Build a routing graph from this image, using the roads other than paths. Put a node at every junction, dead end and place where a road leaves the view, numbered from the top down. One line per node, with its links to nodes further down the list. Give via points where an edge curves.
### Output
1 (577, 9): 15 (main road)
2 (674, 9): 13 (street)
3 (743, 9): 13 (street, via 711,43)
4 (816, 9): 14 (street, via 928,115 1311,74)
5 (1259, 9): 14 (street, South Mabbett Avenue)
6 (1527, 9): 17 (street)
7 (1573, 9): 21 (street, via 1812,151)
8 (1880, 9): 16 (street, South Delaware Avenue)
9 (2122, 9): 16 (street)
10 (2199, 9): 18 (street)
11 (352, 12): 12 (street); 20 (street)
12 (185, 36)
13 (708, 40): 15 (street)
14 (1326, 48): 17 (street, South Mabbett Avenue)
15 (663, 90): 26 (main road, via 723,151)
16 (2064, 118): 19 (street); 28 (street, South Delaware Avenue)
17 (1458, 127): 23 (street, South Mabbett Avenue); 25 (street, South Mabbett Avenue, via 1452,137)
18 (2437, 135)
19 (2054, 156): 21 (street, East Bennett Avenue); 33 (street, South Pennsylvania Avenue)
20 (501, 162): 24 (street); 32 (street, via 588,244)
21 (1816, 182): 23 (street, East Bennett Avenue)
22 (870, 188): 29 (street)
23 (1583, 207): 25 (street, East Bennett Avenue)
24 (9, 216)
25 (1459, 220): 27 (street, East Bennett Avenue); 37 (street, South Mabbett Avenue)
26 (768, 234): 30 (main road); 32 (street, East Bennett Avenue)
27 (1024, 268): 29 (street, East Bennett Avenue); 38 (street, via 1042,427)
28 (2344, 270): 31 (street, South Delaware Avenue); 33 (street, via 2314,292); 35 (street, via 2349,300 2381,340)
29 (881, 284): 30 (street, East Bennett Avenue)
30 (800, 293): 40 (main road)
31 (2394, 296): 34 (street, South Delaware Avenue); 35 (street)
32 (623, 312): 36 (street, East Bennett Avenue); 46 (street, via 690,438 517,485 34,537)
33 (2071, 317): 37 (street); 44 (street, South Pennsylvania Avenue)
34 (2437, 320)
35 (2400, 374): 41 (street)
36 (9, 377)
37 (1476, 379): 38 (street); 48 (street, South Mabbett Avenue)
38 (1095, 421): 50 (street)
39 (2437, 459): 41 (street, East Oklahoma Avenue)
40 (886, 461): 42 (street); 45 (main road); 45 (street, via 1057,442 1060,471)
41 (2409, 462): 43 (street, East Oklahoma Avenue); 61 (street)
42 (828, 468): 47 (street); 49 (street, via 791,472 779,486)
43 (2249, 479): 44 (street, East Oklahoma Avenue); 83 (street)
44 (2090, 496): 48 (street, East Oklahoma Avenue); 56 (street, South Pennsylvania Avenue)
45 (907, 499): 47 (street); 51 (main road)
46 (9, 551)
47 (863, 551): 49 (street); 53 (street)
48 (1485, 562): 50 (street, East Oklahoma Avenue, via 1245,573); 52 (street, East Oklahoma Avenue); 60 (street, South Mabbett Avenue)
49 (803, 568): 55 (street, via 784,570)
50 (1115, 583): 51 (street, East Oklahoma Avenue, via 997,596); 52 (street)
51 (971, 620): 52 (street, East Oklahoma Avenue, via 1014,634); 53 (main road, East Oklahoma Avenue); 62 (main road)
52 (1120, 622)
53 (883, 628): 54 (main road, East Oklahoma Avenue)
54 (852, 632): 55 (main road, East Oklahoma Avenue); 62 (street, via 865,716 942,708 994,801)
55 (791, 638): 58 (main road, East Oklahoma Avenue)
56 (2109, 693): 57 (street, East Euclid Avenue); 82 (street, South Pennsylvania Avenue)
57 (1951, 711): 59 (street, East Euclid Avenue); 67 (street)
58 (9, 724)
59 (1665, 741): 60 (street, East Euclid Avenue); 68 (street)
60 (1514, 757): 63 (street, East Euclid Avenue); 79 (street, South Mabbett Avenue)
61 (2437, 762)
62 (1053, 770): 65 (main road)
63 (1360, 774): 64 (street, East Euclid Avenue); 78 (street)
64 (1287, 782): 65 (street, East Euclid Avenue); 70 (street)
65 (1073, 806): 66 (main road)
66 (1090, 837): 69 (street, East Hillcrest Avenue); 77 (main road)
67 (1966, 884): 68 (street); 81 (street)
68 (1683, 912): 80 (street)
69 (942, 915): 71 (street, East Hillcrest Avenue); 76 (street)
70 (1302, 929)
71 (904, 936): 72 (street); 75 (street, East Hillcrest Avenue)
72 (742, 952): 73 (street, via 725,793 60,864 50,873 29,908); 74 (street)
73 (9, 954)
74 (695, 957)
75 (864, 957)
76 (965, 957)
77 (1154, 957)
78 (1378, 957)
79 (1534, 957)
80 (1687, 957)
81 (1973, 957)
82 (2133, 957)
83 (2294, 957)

» WORK INSTRUCTIONS
Filter the data above down to lines with the word "Oklahoma", and copy them.

» RESULT FOR THIS EXERCISE
39 (2437, 459): 41 (street, East Oklahoma Avenue)
41 (2409, 462): 43 (street, East Oklahoma Avenue); 61 (street)
43 (2249, 479): 44 (street, East Oklahoma Avenue); 83 (street)
44 (2090, 496): 48 (street, East Oklahoma Avenue); 56 (street, South Pennsylvania Avenue)
48 (1485, 562): 50 (street, East Oklahoma Avenue, via 1245,573); 52 (street, East Oklahoma Avenue); 60 (street, South Mabbett Avenue)
50 (1115, 583): 51 (street, East Oklahoma Avenue, via 997,596); 52 (street)
51 (971, 620): 52 (street, East Oklahoma Avenue, via 1014,634); 53 (main road, East Oklahoma Avenue); 62 (main road)
53 (883, 628): 54 (main road, East Oklahoma Avenue)
54 (852, 632): 55 (main road, East Oklahoma Avenue); 62 (street, via 865,716 942,708 994,801)
55 (791, 638): 58 (main road, East Oklahoma Avenue)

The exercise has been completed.